Pop music is always a good topic  when you don't know the person (except that they're 10-14.) You can see what's popular in France right now - there should be a lot of overlap with what's playing in the UK. Plus you can become a much-sought-after classmate for being able to actually write down the words to popular songs - and even tell them what they're about!!!!

Popular programs: "A la recherche de la nouvelle star" on M6 and "Star Academy" (called "la star ac", subject of many teen conversations about favorite would-be pop singers.)



TV: Shows on TV that teens may be able to watch (ie., in the 4-7pm range, afterschool programs) include: Law and Order; JAG; Lost; Rubi (a telenovella with lots of love triangles); Un, dos, tres (a kind of Spanish "Fame" - teens in a dance/singing school).
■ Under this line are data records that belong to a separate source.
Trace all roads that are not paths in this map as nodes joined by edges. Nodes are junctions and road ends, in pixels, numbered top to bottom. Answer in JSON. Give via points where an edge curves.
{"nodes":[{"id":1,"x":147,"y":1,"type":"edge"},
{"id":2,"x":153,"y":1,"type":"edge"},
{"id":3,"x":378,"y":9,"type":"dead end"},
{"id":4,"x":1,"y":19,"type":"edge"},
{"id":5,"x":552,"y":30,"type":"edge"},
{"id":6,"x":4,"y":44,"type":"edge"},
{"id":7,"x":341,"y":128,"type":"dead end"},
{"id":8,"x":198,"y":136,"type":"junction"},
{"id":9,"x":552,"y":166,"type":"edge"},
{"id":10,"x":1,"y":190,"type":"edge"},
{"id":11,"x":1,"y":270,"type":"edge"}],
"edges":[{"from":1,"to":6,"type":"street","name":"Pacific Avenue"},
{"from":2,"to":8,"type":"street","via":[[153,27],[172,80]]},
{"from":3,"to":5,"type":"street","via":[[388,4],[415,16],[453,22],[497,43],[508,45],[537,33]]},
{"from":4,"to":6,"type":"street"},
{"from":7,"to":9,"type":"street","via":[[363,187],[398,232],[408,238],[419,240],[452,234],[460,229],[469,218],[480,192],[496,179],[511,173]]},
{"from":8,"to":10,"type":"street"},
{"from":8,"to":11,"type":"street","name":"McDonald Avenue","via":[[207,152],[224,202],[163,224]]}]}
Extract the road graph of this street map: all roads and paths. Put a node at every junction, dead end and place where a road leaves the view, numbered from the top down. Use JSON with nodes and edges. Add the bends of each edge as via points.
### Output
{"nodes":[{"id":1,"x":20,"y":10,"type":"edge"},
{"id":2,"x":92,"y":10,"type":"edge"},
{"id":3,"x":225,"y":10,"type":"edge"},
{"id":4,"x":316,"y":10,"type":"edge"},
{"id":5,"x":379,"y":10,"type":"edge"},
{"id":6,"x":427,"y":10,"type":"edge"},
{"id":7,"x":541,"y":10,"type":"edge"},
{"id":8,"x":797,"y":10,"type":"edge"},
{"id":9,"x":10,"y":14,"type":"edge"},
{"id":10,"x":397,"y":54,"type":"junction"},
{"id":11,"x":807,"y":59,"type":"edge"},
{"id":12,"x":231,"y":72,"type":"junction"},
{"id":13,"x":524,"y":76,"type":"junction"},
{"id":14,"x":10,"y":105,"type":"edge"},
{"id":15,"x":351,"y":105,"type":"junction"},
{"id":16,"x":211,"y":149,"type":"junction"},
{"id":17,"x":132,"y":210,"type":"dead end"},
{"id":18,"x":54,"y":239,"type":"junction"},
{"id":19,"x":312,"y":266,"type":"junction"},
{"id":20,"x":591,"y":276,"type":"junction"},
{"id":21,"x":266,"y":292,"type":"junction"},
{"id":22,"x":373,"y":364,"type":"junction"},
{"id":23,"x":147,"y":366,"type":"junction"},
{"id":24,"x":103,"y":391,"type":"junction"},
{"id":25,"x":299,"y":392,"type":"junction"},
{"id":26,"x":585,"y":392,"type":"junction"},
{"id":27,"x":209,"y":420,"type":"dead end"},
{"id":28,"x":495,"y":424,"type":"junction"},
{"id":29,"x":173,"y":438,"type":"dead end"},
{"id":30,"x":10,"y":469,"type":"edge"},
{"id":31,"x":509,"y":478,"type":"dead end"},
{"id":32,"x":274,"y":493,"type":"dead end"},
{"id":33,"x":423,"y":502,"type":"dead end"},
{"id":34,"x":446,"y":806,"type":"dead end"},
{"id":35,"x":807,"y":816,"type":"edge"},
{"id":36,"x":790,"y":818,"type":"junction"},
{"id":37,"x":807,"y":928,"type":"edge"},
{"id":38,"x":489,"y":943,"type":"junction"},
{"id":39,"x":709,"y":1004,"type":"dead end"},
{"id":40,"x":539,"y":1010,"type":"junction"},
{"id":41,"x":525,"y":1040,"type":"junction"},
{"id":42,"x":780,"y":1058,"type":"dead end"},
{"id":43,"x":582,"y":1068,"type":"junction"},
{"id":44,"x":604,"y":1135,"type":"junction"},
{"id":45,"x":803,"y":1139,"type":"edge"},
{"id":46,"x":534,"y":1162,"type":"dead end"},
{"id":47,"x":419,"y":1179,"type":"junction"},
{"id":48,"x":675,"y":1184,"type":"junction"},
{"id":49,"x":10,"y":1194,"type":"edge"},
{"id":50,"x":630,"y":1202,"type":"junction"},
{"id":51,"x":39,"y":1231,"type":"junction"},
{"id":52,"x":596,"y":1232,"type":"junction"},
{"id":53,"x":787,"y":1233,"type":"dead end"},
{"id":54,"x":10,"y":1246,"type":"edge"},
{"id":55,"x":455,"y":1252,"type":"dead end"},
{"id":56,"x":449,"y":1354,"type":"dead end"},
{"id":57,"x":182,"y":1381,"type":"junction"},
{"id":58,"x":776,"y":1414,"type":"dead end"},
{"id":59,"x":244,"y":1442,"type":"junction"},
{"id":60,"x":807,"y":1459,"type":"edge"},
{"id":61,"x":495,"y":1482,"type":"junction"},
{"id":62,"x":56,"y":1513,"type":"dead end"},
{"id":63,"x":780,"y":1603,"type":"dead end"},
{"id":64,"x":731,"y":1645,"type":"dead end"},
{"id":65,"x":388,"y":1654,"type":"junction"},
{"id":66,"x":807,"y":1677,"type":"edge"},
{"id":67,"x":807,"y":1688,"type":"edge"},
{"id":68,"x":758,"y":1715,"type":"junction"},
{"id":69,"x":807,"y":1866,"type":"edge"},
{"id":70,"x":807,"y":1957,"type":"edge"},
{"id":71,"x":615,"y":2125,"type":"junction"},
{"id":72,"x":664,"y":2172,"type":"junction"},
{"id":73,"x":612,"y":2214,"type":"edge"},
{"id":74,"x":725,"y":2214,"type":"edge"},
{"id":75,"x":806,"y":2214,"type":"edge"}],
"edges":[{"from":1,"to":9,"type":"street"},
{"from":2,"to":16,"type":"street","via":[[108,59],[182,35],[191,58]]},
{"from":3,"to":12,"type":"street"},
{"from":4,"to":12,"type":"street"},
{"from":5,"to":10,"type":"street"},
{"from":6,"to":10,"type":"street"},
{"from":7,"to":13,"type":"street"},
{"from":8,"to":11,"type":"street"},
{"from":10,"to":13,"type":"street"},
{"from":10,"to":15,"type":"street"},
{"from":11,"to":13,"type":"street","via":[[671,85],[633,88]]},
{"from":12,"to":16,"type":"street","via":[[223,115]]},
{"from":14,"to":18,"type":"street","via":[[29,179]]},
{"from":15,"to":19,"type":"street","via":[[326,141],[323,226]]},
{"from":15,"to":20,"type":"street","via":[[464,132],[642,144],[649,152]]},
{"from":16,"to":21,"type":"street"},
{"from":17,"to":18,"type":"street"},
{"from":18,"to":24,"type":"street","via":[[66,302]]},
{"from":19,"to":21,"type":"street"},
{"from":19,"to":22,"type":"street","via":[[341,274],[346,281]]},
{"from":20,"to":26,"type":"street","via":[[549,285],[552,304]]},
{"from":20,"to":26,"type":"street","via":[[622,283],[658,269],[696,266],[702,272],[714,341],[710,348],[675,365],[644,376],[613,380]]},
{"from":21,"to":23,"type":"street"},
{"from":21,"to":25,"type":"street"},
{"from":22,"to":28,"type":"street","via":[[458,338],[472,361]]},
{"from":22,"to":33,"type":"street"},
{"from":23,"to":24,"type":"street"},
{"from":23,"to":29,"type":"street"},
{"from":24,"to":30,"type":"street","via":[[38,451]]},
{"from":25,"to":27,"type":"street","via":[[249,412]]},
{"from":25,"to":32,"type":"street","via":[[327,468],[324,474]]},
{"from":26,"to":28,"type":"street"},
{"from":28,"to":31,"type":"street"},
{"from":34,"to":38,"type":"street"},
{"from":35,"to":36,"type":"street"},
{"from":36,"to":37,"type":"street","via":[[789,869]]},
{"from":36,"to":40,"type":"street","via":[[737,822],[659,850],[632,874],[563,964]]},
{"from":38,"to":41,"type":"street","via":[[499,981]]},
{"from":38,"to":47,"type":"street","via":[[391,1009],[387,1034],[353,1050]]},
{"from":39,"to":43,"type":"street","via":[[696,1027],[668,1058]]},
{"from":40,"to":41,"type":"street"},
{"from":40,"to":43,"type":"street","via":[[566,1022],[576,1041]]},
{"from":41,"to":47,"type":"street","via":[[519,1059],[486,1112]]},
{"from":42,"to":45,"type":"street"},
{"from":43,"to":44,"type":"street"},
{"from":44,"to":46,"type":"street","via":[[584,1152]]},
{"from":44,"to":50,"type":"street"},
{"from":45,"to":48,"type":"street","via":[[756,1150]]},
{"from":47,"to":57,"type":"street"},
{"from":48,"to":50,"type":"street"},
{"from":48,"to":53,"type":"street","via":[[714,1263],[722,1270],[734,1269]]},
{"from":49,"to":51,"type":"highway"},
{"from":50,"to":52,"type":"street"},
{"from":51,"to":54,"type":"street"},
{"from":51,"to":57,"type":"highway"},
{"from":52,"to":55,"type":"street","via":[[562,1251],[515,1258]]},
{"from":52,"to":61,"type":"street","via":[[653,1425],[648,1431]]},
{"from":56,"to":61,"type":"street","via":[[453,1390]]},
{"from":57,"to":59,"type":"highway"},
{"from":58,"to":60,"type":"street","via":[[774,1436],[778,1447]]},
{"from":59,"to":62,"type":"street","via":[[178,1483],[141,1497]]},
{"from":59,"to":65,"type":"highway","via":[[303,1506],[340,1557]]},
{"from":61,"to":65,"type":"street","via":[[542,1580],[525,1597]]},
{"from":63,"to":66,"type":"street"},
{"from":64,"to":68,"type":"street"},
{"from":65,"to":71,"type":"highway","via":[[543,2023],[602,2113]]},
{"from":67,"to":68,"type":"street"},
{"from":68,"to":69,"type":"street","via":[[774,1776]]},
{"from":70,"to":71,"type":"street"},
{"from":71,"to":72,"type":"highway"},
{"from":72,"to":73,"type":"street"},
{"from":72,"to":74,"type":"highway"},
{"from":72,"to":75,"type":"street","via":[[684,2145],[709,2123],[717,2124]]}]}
Summerland, "les freres Scott' (aka One tree hill) They may also watch a French soap called "plus belle la vie" which is on F3 and takes place in Marseille - it's developed quite a following, including a website, chats, etc, etc!




The most popular cartoon among 10-14 year olds is "Totally Spies". Also popular: "les zinzins de l'espace", "foot 2 rue", "recess".... Some parents may be able to give you more info on whether 13-year olds actually watch those... and how cool it is to admit you do. :-)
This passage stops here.